INSTRUCTIONS FOR THE TASK
Go through the listing below and output exactly the line with "fill:none; stroke-linecap:round; stroke-linejoin:round", the line with "stroke:#fff; stroke-width:2.5; stroke-dasharray:8;", and each line between; omit the rest.
★ ★ ★
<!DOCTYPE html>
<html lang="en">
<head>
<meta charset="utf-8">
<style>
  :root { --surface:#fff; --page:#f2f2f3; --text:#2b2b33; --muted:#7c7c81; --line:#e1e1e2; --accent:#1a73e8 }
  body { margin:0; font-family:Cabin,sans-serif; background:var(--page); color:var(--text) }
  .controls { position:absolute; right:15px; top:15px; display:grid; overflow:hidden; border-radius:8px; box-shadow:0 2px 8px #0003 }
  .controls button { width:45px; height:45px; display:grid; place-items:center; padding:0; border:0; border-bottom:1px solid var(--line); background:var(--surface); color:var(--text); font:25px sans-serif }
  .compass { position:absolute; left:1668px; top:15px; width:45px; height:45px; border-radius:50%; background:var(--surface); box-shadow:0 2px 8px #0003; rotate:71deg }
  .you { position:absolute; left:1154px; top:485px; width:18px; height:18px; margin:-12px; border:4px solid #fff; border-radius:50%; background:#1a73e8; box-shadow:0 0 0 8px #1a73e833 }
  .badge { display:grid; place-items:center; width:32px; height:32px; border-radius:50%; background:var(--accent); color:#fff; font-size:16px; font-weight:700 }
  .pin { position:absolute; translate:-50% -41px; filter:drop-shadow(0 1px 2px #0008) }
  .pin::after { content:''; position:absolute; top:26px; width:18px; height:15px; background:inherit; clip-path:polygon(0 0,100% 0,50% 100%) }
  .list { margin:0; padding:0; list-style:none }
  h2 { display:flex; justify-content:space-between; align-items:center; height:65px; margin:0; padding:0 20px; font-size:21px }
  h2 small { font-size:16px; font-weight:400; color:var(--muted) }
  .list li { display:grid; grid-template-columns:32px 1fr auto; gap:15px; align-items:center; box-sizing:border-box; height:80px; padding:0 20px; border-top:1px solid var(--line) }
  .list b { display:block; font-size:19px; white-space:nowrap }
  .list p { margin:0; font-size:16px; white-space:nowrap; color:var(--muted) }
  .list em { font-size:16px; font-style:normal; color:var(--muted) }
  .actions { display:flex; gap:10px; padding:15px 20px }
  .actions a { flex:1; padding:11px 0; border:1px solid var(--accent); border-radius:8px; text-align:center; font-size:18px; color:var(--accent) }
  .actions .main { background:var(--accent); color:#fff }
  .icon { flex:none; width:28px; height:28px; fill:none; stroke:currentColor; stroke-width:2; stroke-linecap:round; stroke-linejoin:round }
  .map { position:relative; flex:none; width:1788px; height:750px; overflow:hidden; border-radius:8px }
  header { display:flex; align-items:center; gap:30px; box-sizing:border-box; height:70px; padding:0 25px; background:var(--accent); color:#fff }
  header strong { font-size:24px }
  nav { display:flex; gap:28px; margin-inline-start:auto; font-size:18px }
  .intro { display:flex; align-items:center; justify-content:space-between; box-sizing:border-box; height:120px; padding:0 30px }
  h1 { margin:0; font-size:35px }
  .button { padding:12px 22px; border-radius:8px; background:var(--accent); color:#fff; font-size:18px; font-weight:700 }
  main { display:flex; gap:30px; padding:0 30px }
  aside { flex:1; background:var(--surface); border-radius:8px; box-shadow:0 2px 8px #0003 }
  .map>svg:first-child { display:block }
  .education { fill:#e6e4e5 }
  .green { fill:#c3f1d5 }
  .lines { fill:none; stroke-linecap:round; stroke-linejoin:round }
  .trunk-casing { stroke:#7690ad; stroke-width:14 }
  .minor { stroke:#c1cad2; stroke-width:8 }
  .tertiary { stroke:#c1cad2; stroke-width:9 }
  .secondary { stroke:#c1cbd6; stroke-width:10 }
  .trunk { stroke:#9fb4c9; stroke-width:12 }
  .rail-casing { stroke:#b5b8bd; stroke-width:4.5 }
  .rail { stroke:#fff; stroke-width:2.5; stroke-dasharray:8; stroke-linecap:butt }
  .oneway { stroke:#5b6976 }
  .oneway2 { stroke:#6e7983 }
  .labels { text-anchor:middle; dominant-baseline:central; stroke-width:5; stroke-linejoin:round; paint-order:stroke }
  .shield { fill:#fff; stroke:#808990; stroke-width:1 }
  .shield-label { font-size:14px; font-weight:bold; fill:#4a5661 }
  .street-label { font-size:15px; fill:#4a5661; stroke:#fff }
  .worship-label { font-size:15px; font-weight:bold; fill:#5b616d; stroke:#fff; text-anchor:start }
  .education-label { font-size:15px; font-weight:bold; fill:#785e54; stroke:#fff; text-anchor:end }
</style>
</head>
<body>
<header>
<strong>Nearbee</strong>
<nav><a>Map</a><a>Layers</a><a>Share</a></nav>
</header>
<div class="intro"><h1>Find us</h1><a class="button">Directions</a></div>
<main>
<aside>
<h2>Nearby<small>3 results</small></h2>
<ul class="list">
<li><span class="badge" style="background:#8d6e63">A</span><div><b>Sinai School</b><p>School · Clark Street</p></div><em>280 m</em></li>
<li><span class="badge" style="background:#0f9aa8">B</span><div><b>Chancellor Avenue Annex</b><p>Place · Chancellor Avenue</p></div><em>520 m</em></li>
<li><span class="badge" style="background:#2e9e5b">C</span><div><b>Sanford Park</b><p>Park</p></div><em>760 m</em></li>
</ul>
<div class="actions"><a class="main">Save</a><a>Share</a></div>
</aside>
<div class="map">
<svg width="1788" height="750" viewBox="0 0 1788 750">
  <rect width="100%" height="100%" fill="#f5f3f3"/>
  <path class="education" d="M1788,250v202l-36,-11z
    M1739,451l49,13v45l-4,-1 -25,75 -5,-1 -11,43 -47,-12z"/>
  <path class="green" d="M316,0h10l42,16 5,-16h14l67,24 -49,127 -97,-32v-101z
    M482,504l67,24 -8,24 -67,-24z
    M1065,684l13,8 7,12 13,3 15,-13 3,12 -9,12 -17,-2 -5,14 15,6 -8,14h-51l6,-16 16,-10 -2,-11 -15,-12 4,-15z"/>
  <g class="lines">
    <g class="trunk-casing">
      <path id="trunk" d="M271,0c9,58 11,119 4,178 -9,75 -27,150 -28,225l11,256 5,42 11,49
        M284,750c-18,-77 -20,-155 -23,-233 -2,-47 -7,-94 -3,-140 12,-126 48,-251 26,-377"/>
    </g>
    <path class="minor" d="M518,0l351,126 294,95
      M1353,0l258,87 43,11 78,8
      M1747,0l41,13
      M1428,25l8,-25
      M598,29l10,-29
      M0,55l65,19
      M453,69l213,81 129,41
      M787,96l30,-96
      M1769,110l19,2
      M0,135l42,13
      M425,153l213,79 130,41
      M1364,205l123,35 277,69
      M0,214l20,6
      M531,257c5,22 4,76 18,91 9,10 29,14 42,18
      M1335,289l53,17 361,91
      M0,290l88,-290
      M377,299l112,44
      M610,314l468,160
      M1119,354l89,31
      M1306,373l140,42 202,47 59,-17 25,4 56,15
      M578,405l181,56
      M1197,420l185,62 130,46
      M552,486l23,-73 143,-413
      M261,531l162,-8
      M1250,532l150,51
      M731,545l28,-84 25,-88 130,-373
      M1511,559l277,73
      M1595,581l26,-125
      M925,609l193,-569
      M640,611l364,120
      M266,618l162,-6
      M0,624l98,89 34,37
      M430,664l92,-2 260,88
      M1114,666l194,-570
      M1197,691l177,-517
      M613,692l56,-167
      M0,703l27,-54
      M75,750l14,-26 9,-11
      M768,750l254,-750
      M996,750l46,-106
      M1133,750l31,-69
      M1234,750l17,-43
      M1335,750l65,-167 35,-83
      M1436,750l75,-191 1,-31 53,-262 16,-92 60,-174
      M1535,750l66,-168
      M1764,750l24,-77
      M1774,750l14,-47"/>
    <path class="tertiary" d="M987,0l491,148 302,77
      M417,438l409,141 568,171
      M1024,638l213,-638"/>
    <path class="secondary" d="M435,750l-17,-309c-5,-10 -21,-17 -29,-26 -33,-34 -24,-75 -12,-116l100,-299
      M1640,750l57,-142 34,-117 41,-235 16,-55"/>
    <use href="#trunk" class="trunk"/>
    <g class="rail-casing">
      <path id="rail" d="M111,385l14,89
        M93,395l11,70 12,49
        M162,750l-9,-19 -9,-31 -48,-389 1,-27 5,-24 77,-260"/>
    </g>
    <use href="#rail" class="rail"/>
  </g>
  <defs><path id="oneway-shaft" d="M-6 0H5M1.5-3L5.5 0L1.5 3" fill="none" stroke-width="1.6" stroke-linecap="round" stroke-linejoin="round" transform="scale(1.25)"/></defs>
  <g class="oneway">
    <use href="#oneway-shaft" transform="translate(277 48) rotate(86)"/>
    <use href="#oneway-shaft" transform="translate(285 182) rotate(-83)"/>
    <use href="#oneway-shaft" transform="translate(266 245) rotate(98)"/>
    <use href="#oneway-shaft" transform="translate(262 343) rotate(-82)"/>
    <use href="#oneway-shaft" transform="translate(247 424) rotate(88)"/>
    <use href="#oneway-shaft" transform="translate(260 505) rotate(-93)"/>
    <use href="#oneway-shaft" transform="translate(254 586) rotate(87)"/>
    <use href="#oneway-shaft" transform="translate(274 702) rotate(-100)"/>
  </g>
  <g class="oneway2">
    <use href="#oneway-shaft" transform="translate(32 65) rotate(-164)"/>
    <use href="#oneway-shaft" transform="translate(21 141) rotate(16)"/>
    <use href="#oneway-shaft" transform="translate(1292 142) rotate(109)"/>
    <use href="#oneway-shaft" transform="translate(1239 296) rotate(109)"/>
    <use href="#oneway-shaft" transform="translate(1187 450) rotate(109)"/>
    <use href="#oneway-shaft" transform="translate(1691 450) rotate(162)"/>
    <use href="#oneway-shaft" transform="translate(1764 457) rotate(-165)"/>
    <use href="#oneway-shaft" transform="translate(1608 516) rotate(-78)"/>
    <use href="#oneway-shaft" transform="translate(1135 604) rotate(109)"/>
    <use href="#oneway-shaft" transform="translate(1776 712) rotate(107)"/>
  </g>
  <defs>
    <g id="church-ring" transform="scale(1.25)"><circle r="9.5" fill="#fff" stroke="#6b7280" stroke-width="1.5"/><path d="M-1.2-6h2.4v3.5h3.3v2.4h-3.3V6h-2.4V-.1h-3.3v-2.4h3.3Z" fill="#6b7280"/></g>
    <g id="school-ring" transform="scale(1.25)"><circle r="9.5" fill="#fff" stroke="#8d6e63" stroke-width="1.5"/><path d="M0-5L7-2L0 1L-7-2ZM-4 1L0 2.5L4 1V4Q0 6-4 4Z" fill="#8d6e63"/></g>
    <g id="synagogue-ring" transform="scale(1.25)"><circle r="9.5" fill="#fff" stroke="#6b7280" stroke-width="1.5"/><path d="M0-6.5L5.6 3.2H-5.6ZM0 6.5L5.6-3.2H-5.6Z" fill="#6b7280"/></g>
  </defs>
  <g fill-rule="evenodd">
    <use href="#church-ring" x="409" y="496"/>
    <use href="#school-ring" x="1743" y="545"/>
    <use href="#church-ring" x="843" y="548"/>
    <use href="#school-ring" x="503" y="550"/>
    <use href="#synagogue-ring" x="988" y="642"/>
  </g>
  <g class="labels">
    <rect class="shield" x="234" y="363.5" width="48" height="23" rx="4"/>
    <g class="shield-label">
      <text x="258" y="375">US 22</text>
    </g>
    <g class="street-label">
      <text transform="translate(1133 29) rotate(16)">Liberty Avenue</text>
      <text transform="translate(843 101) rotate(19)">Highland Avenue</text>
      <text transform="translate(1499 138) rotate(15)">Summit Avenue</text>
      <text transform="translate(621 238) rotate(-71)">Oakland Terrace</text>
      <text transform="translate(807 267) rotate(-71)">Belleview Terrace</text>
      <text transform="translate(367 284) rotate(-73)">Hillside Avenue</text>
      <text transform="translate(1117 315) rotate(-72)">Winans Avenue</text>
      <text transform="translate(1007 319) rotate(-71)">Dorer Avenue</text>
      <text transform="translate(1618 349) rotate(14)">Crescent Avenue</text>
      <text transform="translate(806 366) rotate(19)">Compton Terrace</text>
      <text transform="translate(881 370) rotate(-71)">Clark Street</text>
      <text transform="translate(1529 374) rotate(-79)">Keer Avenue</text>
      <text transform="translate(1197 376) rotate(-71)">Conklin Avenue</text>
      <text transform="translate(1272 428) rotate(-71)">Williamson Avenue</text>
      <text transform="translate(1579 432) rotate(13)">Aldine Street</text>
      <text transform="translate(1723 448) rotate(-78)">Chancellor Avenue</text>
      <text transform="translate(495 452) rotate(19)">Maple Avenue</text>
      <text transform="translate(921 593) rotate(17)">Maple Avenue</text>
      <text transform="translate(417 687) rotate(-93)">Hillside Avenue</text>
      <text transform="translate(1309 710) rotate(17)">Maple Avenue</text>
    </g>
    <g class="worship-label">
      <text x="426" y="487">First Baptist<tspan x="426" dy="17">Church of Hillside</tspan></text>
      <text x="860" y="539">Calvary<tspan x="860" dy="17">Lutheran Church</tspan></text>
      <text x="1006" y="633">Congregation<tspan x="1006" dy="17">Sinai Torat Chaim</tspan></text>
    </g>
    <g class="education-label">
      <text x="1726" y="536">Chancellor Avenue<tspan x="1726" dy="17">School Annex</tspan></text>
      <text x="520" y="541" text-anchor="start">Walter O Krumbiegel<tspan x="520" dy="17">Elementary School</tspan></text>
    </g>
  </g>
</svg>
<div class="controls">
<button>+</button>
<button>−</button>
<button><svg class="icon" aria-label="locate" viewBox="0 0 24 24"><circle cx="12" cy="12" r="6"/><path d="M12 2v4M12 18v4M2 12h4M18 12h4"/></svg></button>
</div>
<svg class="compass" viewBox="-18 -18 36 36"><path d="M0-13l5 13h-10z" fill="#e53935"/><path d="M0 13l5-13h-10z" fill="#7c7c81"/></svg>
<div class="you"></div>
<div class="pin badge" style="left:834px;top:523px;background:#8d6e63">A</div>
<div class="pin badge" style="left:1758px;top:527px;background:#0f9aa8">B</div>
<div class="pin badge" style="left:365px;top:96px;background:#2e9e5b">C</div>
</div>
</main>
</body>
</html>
★ ★ ★
SOLVED PROBLEM
  .lines { fill:none; stroke-linecap:round; stroke-linejoin:round }
  .trunk-casing { stroke:#7690ad; stroke-width:14 }
  .minor { stroke:#c1cad2; stroke-width:8 }
  .tertiary { stroke:#c1cad2; stroke-width:9 }
  .secondary { stroke:#c1cbd6; stroke-width:10 }
  .trunk { stroke:#9fb4c9; stroke-width:12 }
  .rail-casing { stroke:#b5b8bd; stroke-width:4.5 }
  .rail { stroke:#fff; stroke-width:2.5; stroke-dasharray:8; stroke-linecap:butt }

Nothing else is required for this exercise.